Evaluation Protocols
- Embedding (Frozen) Tasks: Performance is measured via 3-nearest neighbors (4=20, cosine on pooled tokens) and linear probe (50 epochs, various learning rates) protocols.
- Fine-Tuning Tasks: Encoder is frozen for the first 20% of epochs, then full model is fine-tuned with AdamW and reduce-on-plateau scheduler.
Results
- OlmoEarth v1.1 achieves best performance on 15 of 24 embedding tasks and 19 of 29 fine-tuning tasks (Herzog et al., 17 Nov 2025).
- Average scores (frozen/finetuned): Nano (60.9/72.8), Tiny (62.1/77.0), Base (64.3/78.5). These closely match or slightly surpass v1, with improvements noted on tasks such as m-bigearthnet, and minor drops on specific cases like m-EuroSAT (Tseng et al., 20 May 2026).
- Ablations confirm all three v1.1 innovations (single bandset, band dropout, loss pruning) are individually necessary for Pareto-optimal performance.
Key tasks with strong performance improvements include Mangrove Watch (F1=98.1%, +2.8% vs. random forest baseline), Solar Farm segmentation (mIoU=86.7%), and reliable gains in multi-date crop type and flood mapping.
5. End-to-End Platform Integration
OlmoEarth v1.1 is incorporated into the open Helios platform, providing full-stack tooling for satellite data management, collaborative labeling, reproducible experimentation, and scalable inference (Herzog et al., 17 Nov 2025). Platform components include:
| Component | Description |
|---|---|
| Data Management | H3-indexed ingestion via Google Earth Engine API |
| Labeling UI | Annotation for points, polygons, and temporal labels |
| Model Registry | Containerized evaluation, hyperparameter sweeps (Beaker) |
| Inference/Mapping | Batch/pipeline inference, map dashboards, GeoTIFF export |
Partners such as AWF, IFPRI, Global Mangrove Watch, and the Global Ecosystems Atlas leverage these capabilities to iterate on data, annotation, and model retraining without direct GPU management.

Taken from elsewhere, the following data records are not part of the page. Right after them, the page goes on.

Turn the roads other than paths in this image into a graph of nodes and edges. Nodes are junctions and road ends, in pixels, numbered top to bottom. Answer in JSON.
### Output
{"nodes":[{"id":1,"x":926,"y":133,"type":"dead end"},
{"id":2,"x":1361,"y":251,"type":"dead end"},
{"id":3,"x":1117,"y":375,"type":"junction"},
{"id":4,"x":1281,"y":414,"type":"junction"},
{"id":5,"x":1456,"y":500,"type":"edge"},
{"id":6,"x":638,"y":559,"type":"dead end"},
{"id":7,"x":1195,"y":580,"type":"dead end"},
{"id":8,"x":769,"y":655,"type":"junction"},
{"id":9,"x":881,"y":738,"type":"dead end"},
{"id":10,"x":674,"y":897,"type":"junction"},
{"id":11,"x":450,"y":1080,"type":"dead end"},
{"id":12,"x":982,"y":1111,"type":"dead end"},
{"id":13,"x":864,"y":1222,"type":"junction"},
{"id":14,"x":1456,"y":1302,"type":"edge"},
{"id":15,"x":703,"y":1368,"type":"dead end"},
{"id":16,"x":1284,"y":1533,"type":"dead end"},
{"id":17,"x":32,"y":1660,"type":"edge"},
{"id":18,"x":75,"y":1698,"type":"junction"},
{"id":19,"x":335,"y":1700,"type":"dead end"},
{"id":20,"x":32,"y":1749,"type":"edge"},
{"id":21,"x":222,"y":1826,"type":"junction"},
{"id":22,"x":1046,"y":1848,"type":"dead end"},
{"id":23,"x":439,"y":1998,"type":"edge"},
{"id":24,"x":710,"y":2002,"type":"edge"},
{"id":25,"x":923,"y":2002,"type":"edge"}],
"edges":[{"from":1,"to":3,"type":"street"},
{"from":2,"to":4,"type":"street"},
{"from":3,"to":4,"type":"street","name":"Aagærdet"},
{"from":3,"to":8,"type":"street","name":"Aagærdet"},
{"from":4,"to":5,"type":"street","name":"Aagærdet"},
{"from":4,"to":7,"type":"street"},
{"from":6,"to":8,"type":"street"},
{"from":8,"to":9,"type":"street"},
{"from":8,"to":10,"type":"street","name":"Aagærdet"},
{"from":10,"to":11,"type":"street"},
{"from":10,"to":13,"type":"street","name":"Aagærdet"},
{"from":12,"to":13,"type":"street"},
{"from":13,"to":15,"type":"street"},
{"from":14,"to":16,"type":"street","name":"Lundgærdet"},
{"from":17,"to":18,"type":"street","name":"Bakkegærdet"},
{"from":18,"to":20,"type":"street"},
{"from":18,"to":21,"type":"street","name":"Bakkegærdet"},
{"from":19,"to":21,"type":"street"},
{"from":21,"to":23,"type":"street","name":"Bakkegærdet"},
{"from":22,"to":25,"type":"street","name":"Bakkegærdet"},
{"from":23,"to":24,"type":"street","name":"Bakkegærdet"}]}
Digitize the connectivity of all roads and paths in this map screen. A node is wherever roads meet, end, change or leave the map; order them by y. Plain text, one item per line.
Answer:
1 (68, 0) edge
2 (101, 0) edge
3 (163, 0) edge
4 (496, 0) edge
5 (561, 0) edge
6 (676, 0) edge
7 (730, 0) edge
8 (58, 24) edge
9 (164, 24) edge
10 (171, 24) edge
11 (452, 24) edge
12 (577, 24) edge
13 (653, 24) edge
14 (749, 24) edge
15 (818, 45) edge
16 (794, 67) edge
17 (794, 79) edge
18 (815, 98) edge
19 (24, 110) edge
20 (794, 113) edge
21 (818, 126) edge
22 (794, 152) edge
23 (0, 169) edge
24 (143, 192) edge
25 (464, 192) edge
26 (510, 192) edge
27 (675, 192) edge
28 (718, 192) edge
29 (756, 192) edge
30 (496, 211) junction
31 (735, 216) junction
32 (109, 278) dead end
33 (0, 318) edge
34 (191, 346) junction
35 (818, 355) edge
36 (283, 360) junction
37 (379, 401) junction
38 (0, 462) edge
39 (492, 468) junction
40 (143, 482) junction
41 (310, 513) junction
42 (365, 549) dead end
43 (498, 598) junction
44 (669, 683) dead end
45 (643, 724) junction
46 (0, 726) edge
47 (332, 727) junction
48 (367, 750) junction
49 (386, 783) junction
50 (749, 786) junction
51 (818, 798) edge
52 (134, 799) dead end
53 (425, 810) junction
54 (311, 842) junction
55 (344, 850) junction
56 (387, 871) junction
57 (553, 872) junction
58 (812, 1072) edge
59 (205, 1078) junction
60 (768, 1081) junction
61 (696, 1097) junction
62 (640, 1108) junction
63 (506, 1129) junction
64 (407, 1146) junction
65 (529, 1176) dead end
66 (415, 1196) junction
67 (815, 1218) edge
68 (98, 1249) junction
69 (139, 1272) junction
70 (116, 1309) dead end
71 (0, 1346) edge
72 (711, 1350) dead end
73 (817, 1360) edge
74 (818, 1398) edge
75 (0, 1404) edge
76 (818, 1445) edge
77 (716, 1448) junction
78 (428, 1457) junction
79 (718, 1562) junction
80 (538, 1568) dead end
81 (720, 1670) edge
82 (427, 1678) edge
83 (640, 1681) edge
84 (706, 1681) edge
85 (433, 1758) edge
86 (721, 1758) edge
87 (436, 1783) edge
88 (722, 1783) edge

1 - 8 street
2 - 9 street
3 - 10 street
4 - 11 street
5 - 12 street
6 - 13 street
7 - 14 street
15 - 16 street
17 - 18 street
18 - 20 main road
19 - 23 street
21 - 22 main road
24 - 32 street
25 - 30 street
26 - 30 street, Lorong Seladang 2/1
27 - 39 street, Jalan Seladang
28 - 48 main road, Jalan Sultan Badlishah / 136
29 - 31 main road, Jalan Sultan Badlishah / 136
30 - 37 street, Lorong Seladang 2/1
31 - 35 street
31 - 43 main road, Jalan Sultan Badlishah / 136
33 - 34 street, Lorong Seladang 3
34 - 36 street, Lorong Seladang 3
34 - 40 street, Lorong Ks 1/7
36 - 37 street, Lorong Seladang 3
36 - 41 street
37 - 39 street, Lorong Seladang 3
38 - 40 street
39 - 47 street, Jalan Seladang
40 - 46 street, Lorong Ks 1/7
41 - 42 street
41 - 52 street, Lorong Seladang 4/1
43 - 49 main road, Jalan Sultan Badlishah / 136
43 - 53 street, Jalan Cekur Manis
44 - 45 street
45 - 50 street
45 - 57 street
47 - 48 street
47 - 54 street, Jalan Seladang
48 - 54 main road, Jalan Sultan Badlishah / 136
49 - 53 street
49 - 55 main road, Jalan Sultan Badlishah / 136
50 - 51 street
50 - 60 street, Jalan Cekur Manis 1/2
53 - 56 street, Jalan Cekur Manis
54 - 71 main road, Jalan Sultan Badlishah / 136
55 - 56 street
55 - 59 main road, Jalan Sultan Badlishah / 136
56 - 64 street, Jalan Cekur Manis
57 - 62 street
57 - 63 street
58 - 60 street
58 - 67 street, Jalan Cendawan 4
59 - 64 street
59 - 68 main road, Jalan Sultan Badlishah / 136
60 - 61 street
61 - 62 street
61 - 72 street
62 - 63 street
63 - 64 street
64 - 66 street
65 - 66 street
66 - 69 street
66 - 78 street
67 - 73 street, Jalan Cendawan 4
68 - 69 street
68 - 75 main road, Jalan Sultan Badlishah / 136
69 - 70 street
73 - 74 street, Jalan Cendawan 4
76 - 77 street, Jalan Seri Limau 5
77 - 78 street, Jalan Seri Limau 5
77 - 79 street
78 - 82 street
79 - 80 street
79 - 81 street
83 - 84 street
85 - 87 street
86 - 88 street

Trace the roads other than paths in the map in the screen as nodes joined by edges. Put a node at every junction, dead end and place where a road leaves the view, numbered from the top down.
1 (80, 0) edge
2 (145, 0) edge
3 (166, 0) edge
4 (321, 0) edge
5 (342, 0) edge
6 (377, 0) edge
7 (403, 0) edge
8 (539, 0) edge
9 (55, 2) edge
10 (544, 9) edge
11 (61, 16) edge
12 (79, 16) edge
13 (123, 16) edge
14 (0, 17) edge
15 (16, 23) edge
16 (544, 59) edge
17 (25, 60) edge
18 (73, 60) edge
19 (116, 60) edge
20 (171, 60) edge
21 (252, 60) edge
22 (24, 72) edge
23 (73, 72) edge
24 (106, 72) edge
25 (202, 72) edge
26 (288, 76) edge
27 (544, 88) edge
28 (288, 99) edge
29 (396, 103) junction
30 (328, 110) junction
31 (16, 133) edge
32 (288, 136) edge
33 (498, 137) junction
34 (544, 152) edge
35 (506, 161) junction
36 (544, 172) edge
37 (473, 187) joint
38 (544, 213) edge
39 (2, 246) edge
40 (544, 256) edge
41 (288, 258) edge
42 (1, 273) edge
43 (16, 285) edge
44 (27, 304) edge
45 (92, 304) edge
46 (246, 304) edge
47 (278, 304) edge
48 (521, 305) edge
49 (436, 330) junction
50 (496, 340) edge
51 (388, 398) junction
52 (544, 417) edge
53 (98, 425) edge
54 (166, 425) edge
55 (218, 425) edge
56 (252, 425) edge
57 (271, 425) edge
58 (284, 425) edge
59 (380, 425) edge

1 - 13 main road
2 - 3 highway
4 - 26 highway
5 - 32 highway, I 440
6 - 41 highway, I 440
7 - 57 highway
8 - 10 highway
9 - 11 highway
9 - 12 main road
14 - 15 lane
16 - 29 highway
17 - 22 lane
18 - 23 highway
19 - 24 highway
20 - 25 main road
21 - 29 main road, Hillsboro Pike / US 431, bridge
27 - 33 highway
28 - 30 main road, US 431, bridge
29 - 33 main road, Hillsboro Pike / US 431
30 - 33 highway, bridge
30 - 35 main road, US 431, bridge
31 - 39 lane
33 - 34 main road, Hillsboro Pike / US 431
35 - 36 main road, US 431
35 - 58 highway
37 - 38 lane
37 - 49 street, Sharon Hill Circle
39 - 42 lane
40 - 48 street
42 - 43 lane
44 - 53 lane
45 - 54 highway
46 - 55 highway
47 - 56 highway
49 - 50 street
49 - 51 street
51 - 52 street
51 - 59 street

6. Reproducibility, Open Resources, and Deployment
OlmoEarth v1.1 is fully open-sourced:
- Codebase for pretraining: https://github.com/allenai/olmoearth_pretrain
- Fine-tuning and evaluation: https://github.com/allenai/olmoearth_projects
- Pre-trained weights: Hosted on HuggingFace for Nano, Tiny, Base, and Large variants.
- Dataset: Released at https://huggingface.co/datasets/allenai/olmoearth_pretrain_dataset, with pre-aligned tiles and OpenStreetMap features.
Reproduction requires less than 10 minutes per task, following download and setup. Typical commands for training utilize a provided CLI and support configuration of masking, temporal dropout, band dropout, and other customizations as detailed in the released pseudocode and documentation (Tseng et al., 20 May 2026).
7. Practical Impact and Limitations
OlmoEarth v1.1 delivers significant reductions in operational costs, with the majority (98%) of large-scale mapping expense accruing at inference time. The computational optimizations of v1.1 yield 2–35 cost reductions, improving accessibility for NGOs, researchers, and governments conducting high-resolution mapping. While overall performance is robust, there are small declines on select niche tasks (e.g., CropHarvest), but the Pareto frontier for accuracy versus compute is improved strictly over v1. All code, models, and data are open, further supporting broad adoption and reproducibility (Tseng et al., 20 May 2026, Herzog et al., 17 Nov 2025).